Le blog de Jacqueline Peker : littérature, homéopathie, animaux, musique

Du miel et des larmes…


berlin

Pour Juliet

On me dit que les abeilles, qui cherchent protection, peuvent se loger sous nos paupières. Là, elles se détendent, organisent leur vie et peuvent même procréer…c’est alors, que les larmes qui contiennent le miel deviennent sucrées et laissent de petites traces sur nos joues.

Des abeilles…y avait-il des abeilles à Auschwitz ? Ai-je entendu leur bourdonnement, l’autre matin à Berlin, quand j’ai découvert ce cimetière de béton qu’on appelle le Mémorial de la Shoah ? Dans le camp de la mort les abeilles ont fui l’odeur de la chair brûlée. Aujourd’hui, à Berlin, elles ont fui l’ignominie…Du béton, rien que du béton transformé en blocs polis qui pourraient être des tombes. Il n’y a en a guère qu’une centaine…ce qui veut dire que, déjà, on évite de compter en millions. Les odeurs d’essence font oublier celles des crématoires. On ne peut en vouloir aux touristes et aux enfants qui marchent sur ces cubes inanimés. On ne peut en vouloir aux chiens berlinois qui ont appris à se soulager entre les allées mal entretenues…Je crois bien que j’en veux à tout le monde d’avoir oublié l’odeur des gaz, les cris de tous les miens tordus par la douleur et le désespoir…Méritaient-ils ces blocs de béton serrés les uns contre les autres, refusant l’ombre et la lumière mais aussi la prière ?

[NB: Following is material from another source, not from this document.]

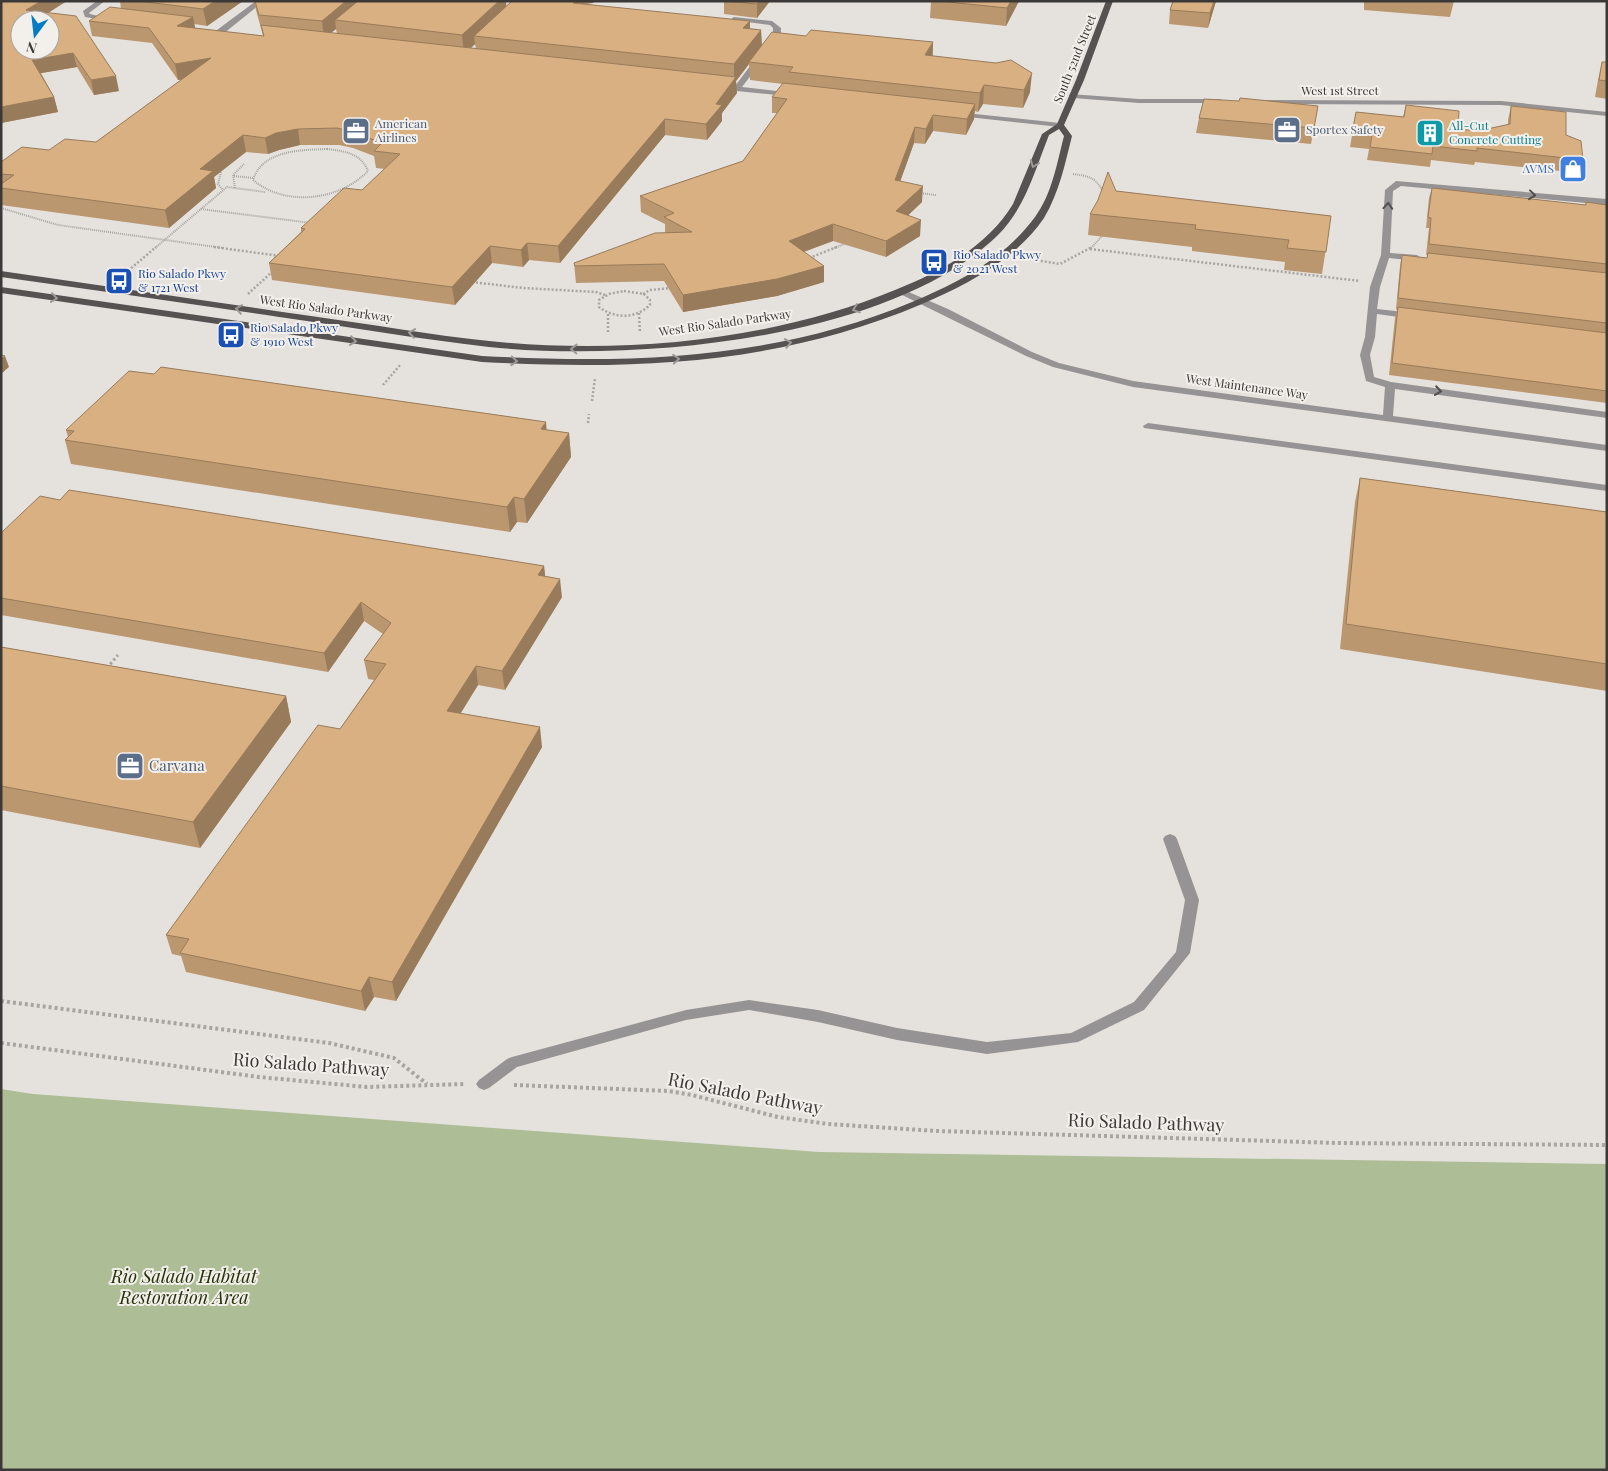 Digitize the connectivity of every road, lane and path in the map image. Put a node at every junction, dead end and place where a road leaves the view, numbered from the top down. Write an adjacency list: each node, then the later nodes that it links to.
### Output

J’ai essayé de parler avec les miens, de m’approcher de leurs cœurs mais cette construction méprisante m’a même empêchée de pleurer. Le Mémorial de la Shoah ? Un Mémorial sans âme et qui semble vouloir ignorer son devoir de mémoire. Je ne voudrais pas raviver ma colère. Je suis allée à Berlin pour retrouver les traces de ces milliers de Juifs, plus allemands que tous leurs amis allemands, mais fêtant Chabbat, Pessah, jeunant et priant pour Kippour…des Juifs fiers de « leur pays » de culture et de tolérance, comme l’était mon père, cet apatride tellement français.

Ces Juifs-là, on les a broyés, affamés, assassinés…et on ose leur offrir ces quelques blocs de béton, sombres et silencieux, que fuient les fleurs et les abeilles.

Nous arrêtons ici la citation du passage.